Jaguar’s final Le Mans finish for over 20 years, 1963

Jaguar’s final Le Mans finish for over 20 years, 1963

Despite ruling Le Mans throughout the Fifties with five overall victories plus three second, two third and four fourth places, Jaguar’s dominance of the famous 24 Hours race came to an end in the early Sixties with a disappointing ninth place. When motorsport’s governing body, the FIA, introduced a new GT class for endurance racing from 1962 onwards, many privateers chose the new E-Type. The homologated version initially showed great promise with two examples finishing a strong fourth and fifth at 24 Heures du Mans in 1962 with the outfits of Briggs Cunningham and Peter Sargent.


FINISHING LINES

The former returned the following year with three of the new Lightweight models. The car weighed 114kg (250lb) less than a standard E-Type and the straight six engine now produced 310bhp, which was 45bhp more than a standard unit. With a roster of experienced drivers including Cunningham himself plus Roy Salvadori (who had won Le Mans in 1959 for Aston Martin) plus the occasional American Formula 1 driver, Walt Hansgen, the Florida-based team must have headed to France feeling confident.

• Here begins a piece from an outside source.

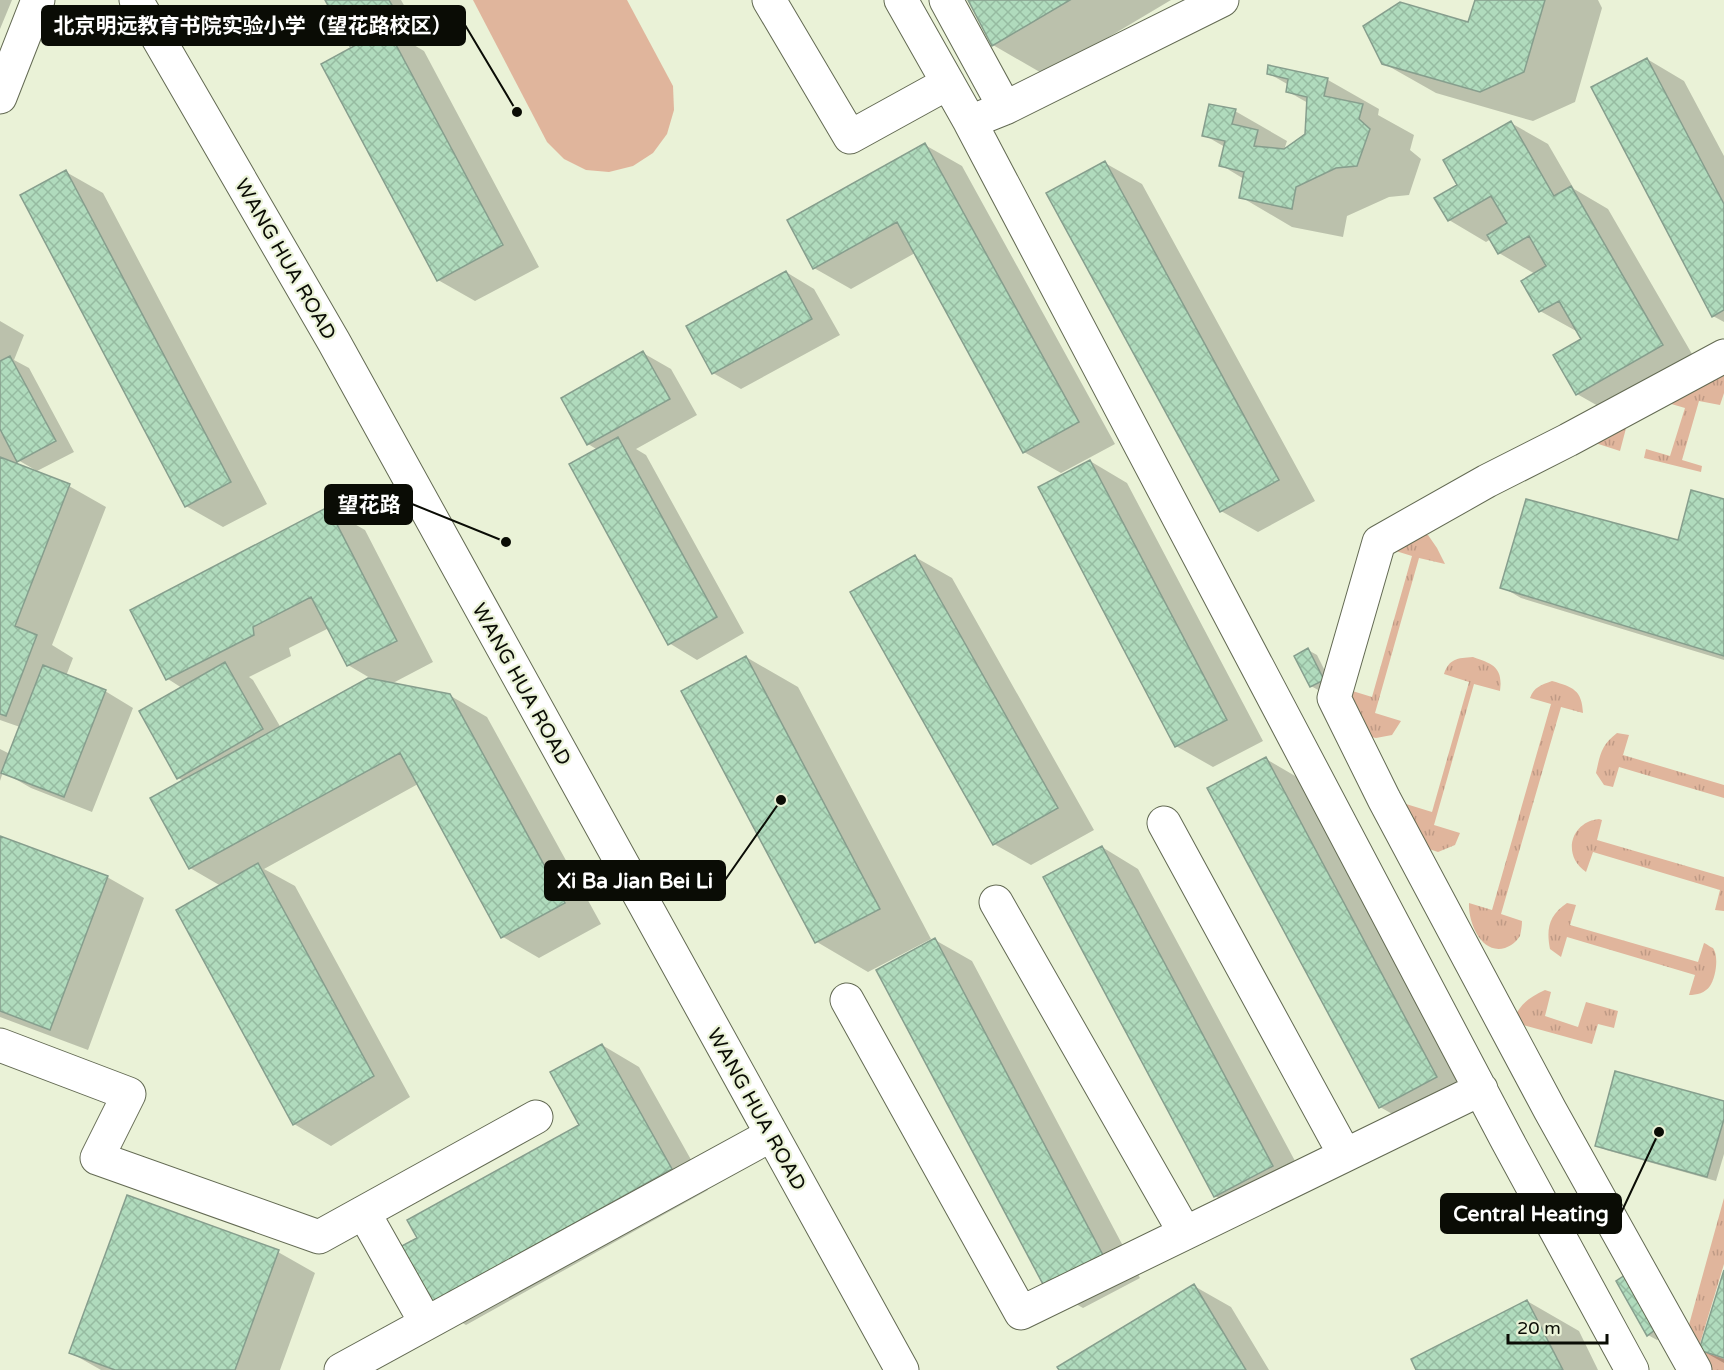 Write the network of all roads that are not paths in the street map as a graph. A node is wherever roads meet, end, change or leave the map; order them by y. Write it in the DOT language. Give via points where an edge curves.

That confidence, though, would ultimately prove to be misplaced. Car 14 which was driven by Hansgen and his American teammate Augie Pabst retired after just one hour due to gearbox problems. The number 16 E-Type with Salvadori at the wheel was involved in a major accident six hours into the race when he spun on a patch of oil left by the Aston Martin DP212 of Bruce Mclaren at the Mulsanne Kink after blowing its engine. “I knew I could not avoid the oil, and I thought that this was the end,” wrote Salvadori in his 1985 biography, Roy Salvadori Racing Driver. “I lifted my foot almost off the accelerator, leaving on just enough power to control the car, hit the oil, felt the car slide sideways, the wheels bit again as I mounted the grass.” Due to the force of the accident, Salvadori – who couldn’t get his seatbelt properly tightened after the last driver change – was thrown out of the car through the rear Perspex window. Thankfully other than a few bruises and being covered in petrol from the ruptured fuel tank, he was largely unharmed.

This left the number 15 car of Cunningham and his fellow American co-driver, Bob Grossman, which, thanks to initially running without any issues together with the race’s many retirements, looked to be heading for a solid top sixth place. But at 10am on the Sunday morning when the pair were leading the GT3000 class with Grossman at the wheel, the brake pedal linkage broke. After standing hard on the middle pedal at the end of the Mulsanne Straight at 165mph, nothing happened. Although he managed to take an escape road, he still smashed hard into a row of hay bales. Thankfully the American wasn’t hurt but the bonnet was bent in half, the radiator had sprung a leak, the front tyres were flat, and the headlamps hung lifelessly out of their sockets After contacting the team via a marshalling area, Grossman managed to nurse the stricken E-Type back to the pits. Amazingly, in just 74 minutes the mechanics managed to straighten the cross tube of the front subframe, fitted two new wheels, cannibalised parts from the abandoned Hansgen/Pabst car to replace the radiator and grafted a new front half of the bonnet. Following its return to the race, the E-Type then suffered from gear selection problems meaning the drivers had to leave the transmission in top. Cunningham and Grossman eventually finished in ninth, 56 laps behind the winning Ferrari which, considering the bad luck the team had endured all race, wasn’t a bad result. But it was still a long way from Jaguar’s glory days a few years earlier.

Although two E-Types were entered into the following year’s race, they both retired. With this being the final entry for a Jaguar in the famous event for two decades, it meant 1963 was the last time one of its cars finished at Le Mans until 1985 when another American team, Group 44, came home in 13th position with its V12-engined XJR-5. If 1963 marked the end of the Jaguar’s first golden era at the 24-hour race, then 1985 was the start of its second that would eventually lead to two more victories in 1988 and 1990.